The Chicago Student Invention Convention is an initiative meant to close opportunity gaps in science, technology, engineering and math education between wealthy and disadvantaged students. Allison James, program manager for CSIC, is dedicated to giving as many students as possible access to STEM education.
James talks about the program, the impact it has on city youth and how she is heading the initiative:
How would you describe CSIC?
It’s a free, K-8 invention education curriculum that serves schools both during and after school, libraries and youth centers across the city and in other counties. Students in the program build prototypes of inventions to solve problems that they care about. It’s a great vehicle for them to engage in STEM even if they don’t consider themselves as STEM learners. Our program has a convention where they can compete and attend a national competition as well.
Why is this program important?
It fills a need. Programs that are geared towards STEM education and supporting STEM initiatives are usually for high schoolers. K-8 is a forgotten space. I think it’s really important to fill opportunity gaps. Not only the age group is forgotten, but also girls, students of different levels of socioeconomic status and kids on free or reduced lunch. They aren’t always able to access all of the resources that other students are.
What are the main responsibilities of your job?
I have a lot of different hats. My responsibility is program development, and my responsibilities on a day-to-day level inovlve program implementation. Like any academic program, it goes through phases. Depending on what phase we’re in, implementation can look like recruitment and onboarding, training, professional development or ongoing support.

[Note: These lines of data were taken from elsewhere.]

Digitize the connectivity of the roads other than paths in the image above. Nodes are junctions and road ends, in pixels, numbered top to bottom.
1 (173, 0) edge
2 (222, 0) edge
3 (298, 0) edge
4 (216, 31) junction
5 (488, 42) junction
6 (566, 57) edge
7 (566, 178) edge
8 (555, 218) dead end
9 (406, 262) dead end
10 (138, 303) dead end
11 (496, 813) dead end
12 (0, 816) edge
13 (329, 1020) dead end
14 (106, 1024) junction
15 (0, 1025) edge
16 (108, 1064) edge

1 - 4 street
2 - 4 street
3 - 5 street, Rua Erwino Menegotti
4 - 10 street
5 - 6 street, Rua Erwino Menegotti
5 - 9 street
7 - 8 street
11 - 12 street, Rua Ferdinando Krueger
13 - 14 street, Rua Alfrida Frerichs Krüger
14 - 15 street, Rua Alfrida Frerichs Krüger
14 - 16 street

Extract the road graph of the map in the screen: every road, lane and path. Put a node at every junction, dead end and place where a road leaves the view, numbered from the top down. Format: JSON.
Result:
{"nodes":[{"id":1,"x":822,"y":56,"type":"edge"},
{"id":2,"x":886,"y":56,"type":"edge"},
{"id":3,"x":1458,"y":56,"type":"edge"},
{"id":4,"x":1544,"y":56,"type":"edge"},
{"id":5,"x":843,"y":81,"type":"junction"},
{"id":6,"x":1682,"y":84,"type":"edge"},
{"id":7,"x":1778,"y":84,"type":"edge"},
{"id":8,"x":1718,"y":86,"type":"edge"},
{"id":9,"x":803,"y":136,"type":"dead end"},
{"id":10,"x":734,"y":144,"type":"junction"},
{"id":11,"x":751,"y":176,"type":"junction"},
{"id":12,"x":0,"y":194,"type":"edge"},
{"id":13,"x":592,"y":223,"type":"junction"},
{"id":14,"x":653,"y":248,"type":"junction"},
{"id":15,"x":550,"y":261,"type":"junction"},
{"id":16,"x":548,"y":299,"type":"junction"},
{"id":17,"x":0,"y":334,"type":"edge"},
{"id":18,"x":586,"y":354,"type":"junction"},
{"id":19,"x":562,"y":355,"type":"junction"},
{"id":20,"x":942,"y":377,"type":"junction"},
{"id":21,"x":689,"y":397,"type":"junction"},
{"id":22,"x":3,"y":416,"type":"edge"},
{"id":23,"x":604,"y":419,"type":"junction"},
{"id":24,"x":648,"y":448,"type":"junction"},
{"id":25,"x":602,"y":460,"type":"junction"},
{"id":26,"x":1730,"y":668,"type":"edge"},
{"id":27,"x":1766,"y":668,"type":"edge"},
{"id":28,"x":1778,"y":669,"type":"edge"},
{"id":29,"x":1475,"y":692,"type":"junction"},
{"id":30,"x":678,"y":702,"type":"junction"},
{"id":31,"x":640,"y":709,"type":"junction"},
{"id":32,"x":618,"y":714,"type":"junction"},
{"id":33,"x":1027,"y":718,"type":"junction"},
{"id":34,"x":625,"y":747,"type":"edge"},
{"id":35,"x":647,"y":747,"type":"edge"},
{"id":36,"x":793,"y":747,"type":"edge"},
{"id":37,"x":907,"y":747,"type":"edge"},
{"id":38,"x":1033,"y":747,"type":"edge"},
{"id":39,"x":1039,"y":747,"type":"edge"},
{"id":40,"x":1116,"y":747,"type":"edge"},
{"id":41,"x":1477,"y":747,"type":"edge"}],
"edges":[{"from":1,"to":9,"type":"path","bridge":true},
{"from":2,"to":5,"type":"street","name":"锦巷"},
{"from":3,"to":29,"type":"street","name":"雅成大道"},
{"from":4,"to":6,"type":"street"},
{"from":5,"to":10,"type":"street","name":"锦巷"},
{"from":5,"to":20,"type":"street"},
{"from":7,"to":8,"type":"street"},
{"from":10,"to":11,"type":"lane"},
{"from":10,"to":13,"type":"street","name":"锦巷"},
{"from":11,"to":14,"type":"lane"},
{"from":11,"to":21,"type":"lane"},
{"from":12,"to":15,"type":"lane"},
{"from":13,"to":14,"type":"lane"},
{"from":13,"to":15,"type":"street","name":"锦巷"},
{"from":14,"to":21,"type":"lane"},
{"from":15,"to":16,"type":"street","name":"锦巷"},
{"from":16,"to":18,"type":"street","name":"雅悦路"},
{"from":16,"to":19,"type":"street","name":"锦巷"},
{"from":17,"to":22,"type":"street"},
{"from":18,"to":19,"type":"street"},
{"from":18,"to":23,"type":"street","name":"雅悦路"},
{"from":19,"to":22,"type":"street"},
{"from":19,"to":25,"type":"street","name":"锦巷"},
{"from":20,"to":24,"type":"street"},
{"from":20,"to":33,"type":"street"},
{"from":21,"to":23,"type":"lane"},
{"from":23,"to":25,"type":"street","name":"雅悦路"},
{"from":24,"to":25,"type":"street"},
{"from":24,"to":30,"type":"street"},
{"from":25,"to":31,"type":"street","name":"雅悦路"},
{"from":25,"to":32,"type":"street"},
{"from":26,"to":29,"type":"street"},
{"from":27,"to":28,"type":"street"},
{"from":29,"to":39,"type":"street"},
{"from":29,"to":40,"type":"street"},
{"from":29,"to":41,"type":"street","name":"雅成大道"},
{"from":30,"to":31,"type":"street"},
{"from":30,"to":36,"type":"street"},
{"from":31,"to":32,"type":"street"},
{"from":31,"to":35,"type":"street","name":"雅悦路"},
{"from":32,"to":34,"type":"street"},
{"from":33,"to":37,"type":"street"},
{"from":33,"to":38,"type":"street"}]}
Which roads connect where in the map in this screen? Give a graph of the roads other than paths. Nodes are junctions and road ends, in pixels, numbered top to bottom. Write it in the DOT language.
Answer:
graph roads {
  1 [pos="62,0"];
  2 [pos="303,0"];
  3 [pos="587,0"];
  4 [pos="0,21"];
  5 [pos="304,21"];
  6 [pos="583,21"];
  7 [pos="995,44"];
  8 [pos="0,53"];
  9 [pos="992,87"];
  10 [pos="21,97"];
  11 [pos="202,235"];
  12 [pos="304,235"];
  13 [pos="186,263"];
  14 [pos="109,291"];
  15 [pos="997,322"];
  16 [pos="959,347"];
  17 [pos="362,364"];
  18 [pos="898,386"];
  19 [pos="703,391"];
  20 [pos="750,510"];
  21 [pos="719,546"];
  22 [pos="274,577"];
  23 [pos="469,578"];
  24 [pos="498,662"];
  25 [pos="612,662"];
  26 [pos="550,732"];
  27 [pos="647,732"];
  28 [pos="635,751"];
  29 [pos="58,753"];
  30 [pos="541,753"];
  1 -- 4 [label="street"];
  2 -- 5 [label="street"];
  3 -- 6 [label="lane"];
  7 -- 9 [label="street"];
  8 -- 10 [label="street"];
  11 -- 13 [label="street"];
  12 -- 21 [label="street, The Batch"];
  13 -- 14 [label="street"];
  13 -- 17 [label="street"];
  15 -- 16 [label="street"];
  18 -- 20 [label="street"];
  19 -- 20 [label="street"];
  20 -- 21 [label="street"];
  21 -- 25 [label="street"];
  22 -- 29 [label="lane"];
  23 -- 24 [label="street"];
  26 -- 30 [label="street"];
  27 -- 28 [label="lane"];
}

I work on growth and creative dreaming of what else the program could offer. We also do assessments that collect data on who we’re impacting and how, as well as how we can do that in a way that’s tuned more to students’ needs.
What is the goal for CSIC’s future?
I would like to increase the value that we bring to teachers and students, which is a goal that I’ve taken on since day one, really. I’d also like to do more work in formal research and communication.
How did you get involved with CSIC?
I’m a trained teacher, but I didn’t want to go into the classroom at the end. That was really surprising to me. I had invested all that time and money. But, sometimes you do things and you find out about other parts of yourself that you weren’t expecting. In the course of doing something you thought was a linear path, you find a branching path. So, that’s why I applied, and that’s why I love it—because it combines a lot of the things I love. It pushes me to learn new things, and it makes an impact on people’s futures.